Other configurations and operations / effects are the same as those of the conventional structure described above.

[Second Example of Embodiment]
FIG. 3 shows a second example of the embodiment of the present invention. In the case of this example, the shape of the inner peripheral surface of the outer end 2b in the axial direction is different from that of the first example of the embodiment described above. That is, in the case of this example, the inclined surface portion 30 and the cylindrical surface portion 31 are respectively formed on the inner peripheral surface of the axial end portion of the outer ring 2b. Of these, the inclined surface portion 30 has a larger inner diameter as it approaches the outer ring raceway 5. On the other hand, the cylindrical surface portion 31 has a constant inner diameter dimension in the axial direction. In the case of this example, the fixed cylindrical portion 14 of the cored bar 12 constituting the seal ring 10a is internally fitted and fixed to the cylindrical surface portion 31 among them. Further, the outer ring raceway 5 and the inclined surface portion 30 are smoothly continued by a corner portion 32 which is a convex curved surface having an arcuate cross section, and a portion between the cylindrical surface portion 31 and the axial end surface 33 of the outer ring 2b. Also, the chamfered portion 34 having a circular arc cross section is smoothly continuous.

  Further, the inner diameter of the cylindrical surface portion 31 is such that each ball 4 is incorporated in each pocket constituting the cage 7 (see FIG. 1) and held (subassembly) inside the cylindrical surface portion 31. 4 is pushed into the inner diameter side (the ball 4 is moved closer to the inner diameter side in the range of the pocket clearance of the cage 7), and is restricted to a size that allows it to pass. Further, the inner diameter of the corner portion 32 is slightly smaller than the diameter of the circumscribed circle of each ball 4 in a state where each ball 4 is incorporated between the outer ring raceway 5 and the inner ring raceway 6. In the case of this example, the cylindrical surface portion 31 and the chamfered portion 34 are simultaneously polished, but the inclined surface portion 30 and the inclined surface portion 30 may be simultaneously polished.

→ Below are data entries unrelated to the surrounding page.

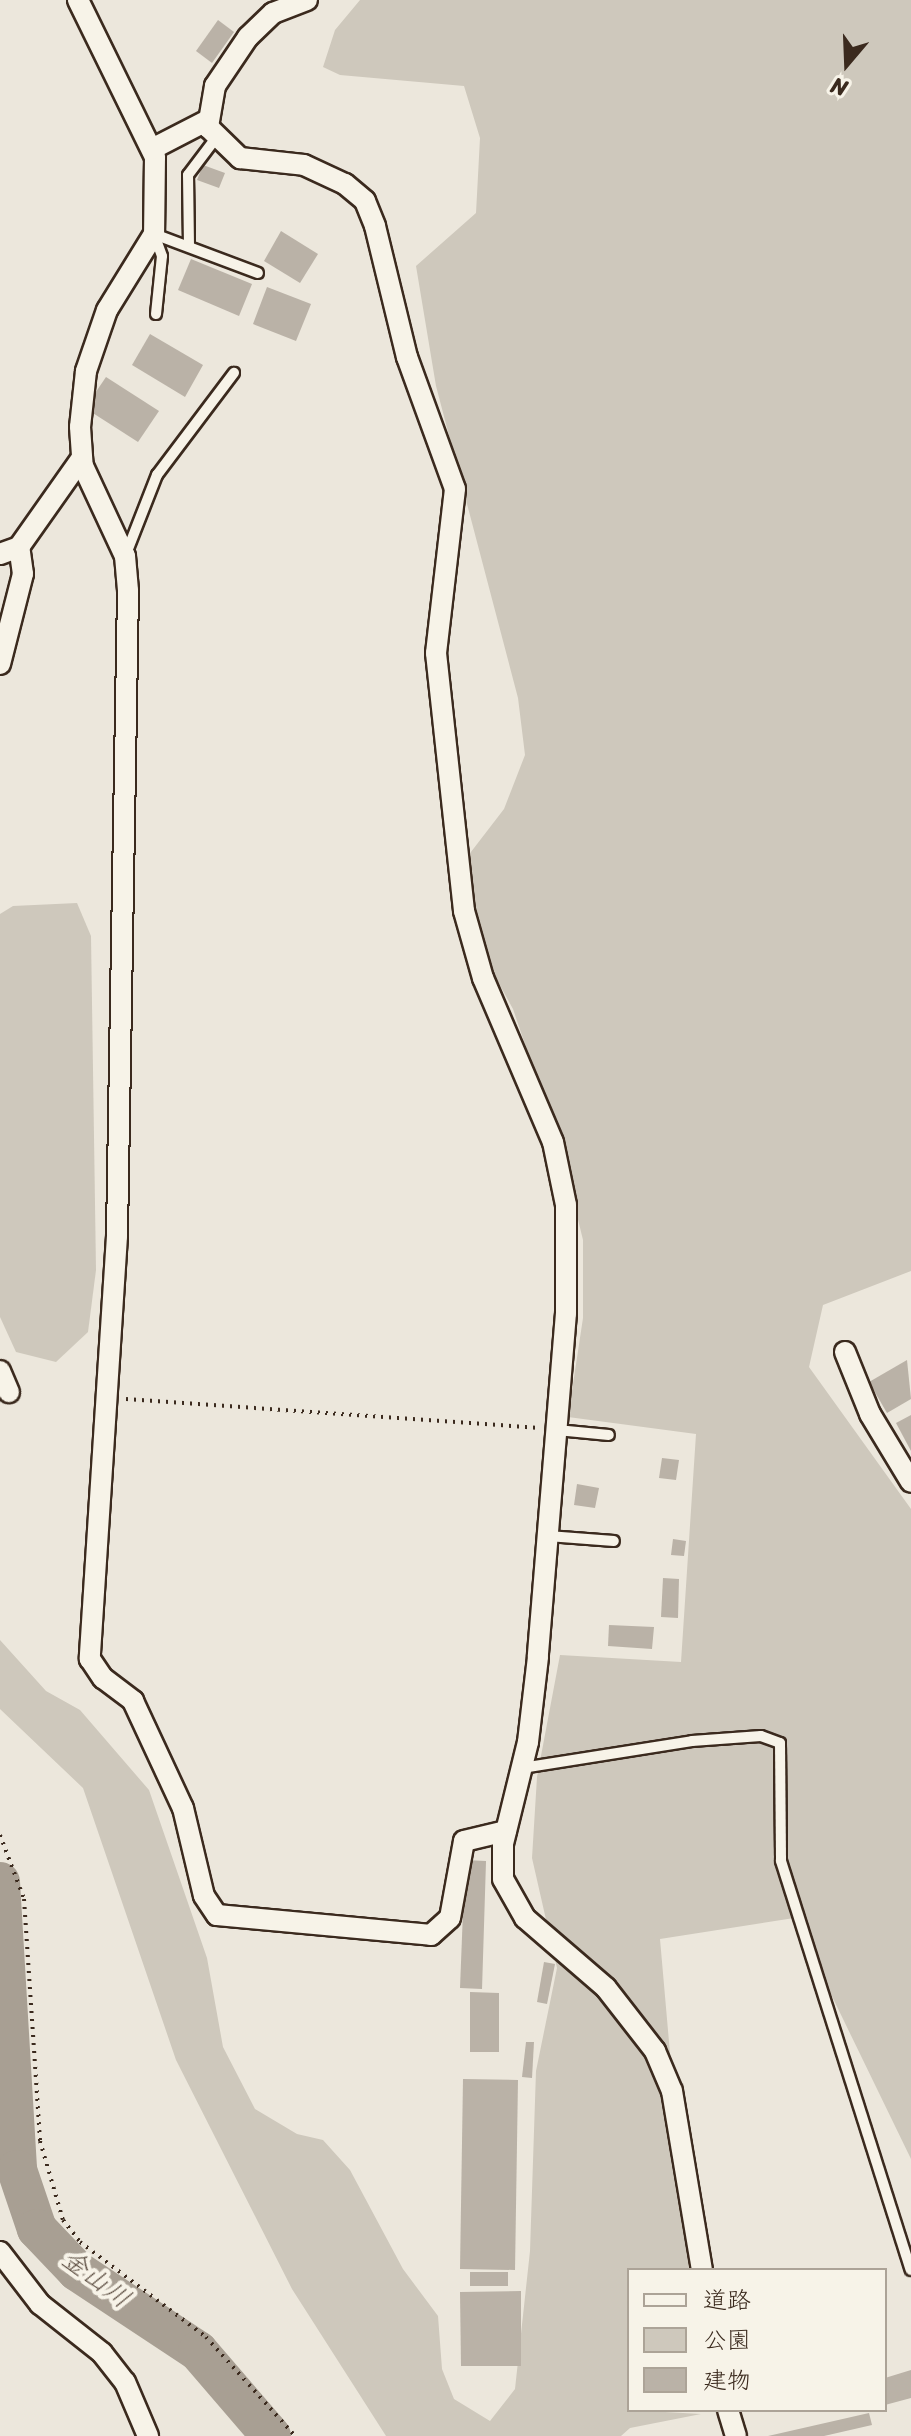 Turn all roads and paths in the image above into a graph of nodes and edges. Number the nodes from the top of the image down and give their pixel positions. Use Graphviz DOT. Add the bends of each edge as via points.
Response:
graph roads {
  1 [pos="78,0"];
  2 [pos="307,0"];
  3 [pos="212,129"];
  4 [pos="152,149"];
  5 [pos="154,234"];
  6 [pos="189,246"];
  7 [pos="258,273"];
  8 [pos="156,314"];
  9 [pos="234,373"];
  10 [pos="81,459"];
  11 [pos="10,550"];
  12 [pos="125,556"];
  13 [pos="0,664"];
  14 [pos="845,1352"];
  15 [pos="0,1371"];
  16 [pos="9,1392"];
  17 [pos="108,1398"];
  18 [pos="557,1430"];
  19 [pos="609,1435"];
  20 [pos="911,1482"];
  21 [pos="548,1536"];
  22 [pos="614,1541"];
  23 [pos="522,1768"];
  24 [pos="506,1831"];
  25 [pos="0,1835"];
  26 [pos="0,2252"];
  27 [pos="702,2268"];
  28 [pos="911,2270"];
  29 [pos="729,2412"];
  30 [pos="148,2436"];
  31 [pos="295,2436"];
  32 [pos="736,2436"];
  1 -- 4 [label="street"];
  2 -- 3 [label="street" via="273,13 248,37 215,86"];
  3 -- 4 [label="street"];
  3 -- 6 [label="lane" via="188,175"];
  3 -- 18 [label="street" via="240,158 304,165 365,201 407,357 450,463 454,515 440,587 436,653 448,798 470,944 553,1142 561,1177 568,1255"];
  4 -- 5 [label="street"];
  5 -- 6 [label="lane"];
  5 -- 8 [label="lane" via="162,256"];
  5 -- 10 [label="street" via="107,310 86,371"];
  6 -- 7 [label="lane"];
  9 -- 12 [label="lane" via="157,475"];
  10 -- 11 [label="street"];
  10 -- 12 [label="street"];
  11 -- 13 [label="street" via="23,574"];
  12 -- 17 [label="street" via="117,1236"];
  14 -- 20 [label="street" via="870,1414"];
  15 -- 16 [label="street"];
  17 -- 18 [label="path"];
  17 -- 24 [label="street" via="90,1659 103,1678 133,1701 183,1808 209,1907 233,1920 431,1935 450,1918 464,1841"];
  18 -- 19 [label="lane"];
  18 -- 21 [label="street"];
  21 -- 22 [label="lane"];
  21 -- 23 [label="street"];
  23 -- 24 [label="street"];
  23 -- 28 [label="lane" via="692,1741 761,1736 780,1743 781,1861"];
  24 -- 27 [label="street" via="501,1865 515,1906 606,1988 655,2051 672,2091"];
  25 -- 31 [label="path" via="24,1899 40,2141 63,2220 80,2242 206,2337"];
  26 -- 30 [label="street" via="40,2304 102,2353 125,2382"];
  29 -- 32 [label="street"];
}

  In the case of this example having the above-described configuration, when the central axis O (see FIG. 1) of the rolling bearing unit 1a is arranged from the vertical direction to the horizontal direction, the outer peripheral surface of the oil reservoir seal lip 25 The inclined surface portion 30 and the side surface on the inner space 8 (see FIG. 1) side of the portion of the fixed ring portion 15 constituting the cored bar 12 that exists between the two peripheral surfaces are defined. The base oil in the storage space 29 a can be efficiently guided to the outer ring raceway 5 by using the inclined surface portion 30.

  It is also effective that the rolling surface of each ball 4 is damaged when an intermediate assembly in which each ball 4 is assembled in each pocket constituting the cage 7 is assembled inside the outer ring raceway 5. Can be prevented. Further, it is possible to effectively prevent these intermediate assemblies from coming out in the axial direction in a state where the intermediate assemblies (the cage 7 and the balls 4) are incorporated in the outer ring 2b.

Further, as in the case of the first example, the outer diameter of the combined seal ring 9b is larger than that in the case where the large-diameter step portion 23 (see FIGS. 1 and 2) is formed on the inner peripheral surface of the outer end 2a in the axial direction. Since it can be made smaller (smaller), the seal torque can be reduced. Also, when the vehicle is turning, a moment load is applied to the hub, etc. so that the center axis of each inner ring 3d (3c) and the center axis of the outer ring 2b are inclined to each other, the seal lips 16-18. Since the change in the tightening margin can be kept small, the sealing performance can be improved.
Other configurations and operations / effects are the same as in the case of the first example.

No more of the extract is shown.